Extracted records:
╔══

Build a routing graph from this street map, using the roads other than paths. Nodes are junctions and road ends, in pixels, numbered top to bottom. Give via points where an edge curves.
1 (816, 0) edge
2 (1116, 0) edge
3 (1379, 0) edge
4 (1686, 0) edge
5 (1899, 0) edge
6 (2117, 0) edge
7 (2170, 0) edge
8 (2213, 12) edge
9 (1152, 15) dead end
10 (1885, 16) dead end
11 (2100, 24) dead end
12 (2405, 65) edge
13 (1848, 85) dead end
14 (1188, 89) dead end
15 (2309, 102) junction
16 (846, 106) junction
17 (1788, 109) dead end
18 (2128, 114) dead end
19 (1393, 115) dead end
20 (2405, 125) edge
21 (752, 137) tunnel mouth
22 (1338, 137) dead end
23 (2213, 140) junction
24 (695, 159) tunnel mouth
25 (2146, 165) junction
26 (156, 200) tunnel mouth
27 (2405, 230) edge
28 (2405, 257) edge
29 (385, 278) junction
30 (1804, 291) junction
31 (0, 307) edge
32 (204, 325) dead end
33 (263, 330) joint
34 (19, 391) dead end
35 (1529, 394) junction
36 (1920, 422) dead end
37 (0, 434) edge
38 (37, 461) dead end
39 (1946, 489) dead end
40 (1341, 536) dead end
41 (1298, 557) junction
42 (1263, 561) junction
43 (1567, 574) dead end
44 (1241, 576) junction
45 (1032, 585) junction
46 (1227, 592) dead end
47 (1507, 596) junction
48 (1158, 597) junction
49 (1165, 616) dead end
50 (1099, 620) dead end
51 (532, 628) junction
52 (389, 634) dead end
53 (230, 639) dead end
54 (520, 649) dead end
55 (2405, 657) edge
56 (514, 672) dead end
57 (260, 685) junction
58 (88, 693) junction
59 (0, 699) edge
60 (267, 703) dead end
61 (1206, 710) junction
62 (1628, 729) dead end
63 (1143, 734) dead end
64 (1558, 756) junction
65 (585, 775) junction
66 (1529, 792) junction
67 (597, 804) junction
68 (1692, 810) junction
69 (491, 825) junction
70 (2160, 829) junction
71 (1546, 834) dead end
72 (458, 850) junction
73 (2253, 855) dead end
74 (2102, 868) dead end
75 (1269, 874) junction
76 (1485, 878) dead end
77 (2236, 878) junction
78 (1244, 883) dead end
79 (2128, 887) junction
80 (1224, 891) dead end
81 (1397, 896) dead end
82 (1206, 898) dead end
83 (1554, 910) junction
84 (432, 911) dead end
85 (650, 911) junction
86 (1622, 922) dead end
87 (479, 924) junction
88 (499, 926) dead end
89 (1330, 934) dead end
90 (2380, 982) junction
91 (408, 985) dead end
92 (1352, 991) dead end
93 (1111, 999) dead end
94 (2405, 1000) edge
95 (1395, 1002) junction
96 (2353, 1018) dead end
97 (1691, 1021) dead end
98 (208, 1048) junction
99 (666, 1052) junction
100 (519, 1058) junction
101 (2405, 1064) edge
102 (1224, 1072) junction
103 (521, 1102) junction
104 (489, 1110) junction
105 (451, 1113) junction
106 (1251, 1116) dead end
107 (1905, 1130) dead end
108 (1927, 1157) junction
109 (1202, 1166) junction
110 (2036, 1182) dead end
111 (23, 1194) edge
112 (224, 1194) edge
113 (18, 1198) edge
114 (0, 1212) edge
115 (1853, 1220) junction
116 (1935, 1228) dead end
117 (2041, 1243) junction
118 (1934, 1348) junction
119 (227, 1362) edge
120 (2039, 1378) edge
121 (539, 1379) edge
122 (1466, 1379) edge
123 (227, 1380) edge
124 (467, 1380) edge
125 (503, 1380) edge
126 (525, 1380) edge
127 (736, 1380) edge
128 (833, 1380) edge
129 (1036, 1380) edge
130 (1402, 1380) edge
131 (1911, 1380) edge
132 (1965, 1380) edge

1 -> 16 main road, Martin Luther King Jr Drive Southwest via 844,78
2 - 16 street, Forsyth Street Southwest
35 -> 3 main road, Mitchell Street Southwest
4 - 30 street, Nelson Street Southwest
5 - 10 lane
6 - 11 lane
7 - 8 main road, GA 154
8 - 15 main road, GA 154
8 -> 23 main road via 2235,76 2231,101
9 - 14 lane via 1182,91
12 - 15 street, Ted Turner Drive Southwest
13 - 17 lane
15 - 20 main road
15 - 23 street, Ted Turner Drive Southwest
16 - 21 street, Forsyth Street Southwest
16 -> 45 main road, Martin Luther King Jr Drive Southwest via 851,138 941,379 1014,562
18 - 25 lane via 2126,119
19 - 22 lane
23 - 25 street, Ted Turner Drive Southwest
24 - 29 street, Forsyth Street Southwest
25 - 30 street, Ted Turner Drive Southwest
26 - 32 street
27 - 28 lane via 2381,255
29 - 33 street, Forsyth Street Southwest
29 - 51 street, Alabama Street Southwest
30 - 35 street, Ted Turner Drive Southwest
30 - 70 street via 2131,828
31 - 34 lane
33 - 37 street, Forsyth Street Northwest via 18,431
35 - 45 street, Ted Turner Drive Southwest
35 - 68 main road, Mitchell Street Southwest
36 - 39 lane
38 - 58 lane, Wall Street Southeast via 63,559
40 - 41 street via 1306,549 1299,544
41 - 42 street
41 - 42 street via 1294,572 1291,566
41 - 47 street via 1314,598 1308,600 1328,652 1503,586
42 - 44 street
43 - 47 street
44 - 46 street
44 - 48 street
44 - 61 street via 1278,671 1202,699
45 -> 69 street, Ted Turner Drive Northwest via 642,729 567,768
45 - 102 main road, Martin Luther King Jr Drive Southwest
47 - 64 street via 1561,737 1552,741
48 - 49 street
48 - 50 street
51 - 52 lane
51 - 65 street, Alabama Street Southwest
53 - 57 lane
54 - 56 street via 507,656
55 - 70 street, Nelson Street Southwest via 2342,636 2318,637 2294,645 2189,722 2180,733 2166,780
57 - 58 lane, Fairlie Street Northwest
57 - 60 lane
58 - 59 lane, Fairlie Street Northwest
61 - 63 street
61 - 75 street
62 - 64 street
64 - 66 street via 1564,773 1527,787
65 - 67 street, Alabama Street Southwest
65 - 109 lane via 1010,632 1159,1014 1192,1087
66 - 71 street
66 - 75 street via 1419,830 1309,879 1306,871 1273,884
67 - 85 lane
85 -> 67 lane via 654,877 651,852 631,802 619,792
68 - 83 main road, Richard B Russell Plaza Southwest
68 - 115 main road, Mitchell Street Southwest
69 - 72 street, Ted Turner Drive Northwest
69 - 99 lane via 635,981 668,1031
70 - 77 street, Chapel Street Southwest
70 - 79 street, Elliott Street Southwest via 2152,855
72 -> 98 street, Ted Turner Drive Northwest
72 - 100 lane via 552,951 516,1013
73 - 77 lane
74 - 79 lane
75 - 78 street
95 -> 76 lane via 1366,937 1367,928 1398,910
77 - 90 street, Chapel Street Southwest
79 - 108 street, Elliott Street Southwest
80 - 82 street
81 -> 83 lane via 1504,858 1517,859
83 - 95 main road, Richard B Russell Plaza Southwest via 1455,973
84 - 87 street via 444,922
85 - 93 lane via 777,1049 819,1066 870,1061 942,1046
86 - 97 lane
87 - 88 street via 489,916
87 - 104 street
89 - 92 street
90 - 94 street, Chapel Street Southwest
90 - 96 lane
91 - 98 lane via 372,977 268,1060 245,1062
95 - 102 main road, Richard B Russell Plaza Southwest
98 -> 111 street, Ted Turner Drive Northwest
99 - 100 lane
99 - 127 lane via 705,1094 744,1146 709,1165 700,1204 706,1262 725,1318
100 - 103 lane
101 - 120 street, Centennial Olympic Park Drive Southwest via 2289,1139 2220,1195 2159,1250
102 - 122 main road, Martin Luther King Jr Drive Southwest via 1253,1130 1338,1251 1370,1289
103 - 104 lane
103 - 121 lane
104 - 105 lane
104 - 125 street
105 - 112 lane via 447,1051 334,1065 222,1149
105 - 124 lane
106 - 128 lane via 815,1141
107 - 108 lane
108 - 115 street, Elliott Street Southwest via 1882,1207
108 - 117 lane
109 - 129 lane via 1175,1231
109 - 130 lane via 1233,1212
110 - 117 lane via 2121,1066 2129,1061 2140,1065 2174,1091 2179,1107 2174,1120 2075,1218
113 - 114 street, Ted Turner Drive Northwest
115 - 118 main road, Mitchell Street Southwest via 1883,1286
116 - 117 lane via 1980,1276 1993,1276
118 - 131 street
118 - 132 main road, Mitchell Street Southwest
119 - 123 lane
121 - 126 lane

╚══

#### [WHAT THE TASK ASKS]
In the records above, some lines may contain the word "Elliott"; copy every one of them.

#### [TASK ANSWER]
70 - 79 street, Elliott Street Southwest via 2152,855
79 - 108 street, Elliott Street Southwest
108 - 115 street, Elliott Street Southwest via 1882,1207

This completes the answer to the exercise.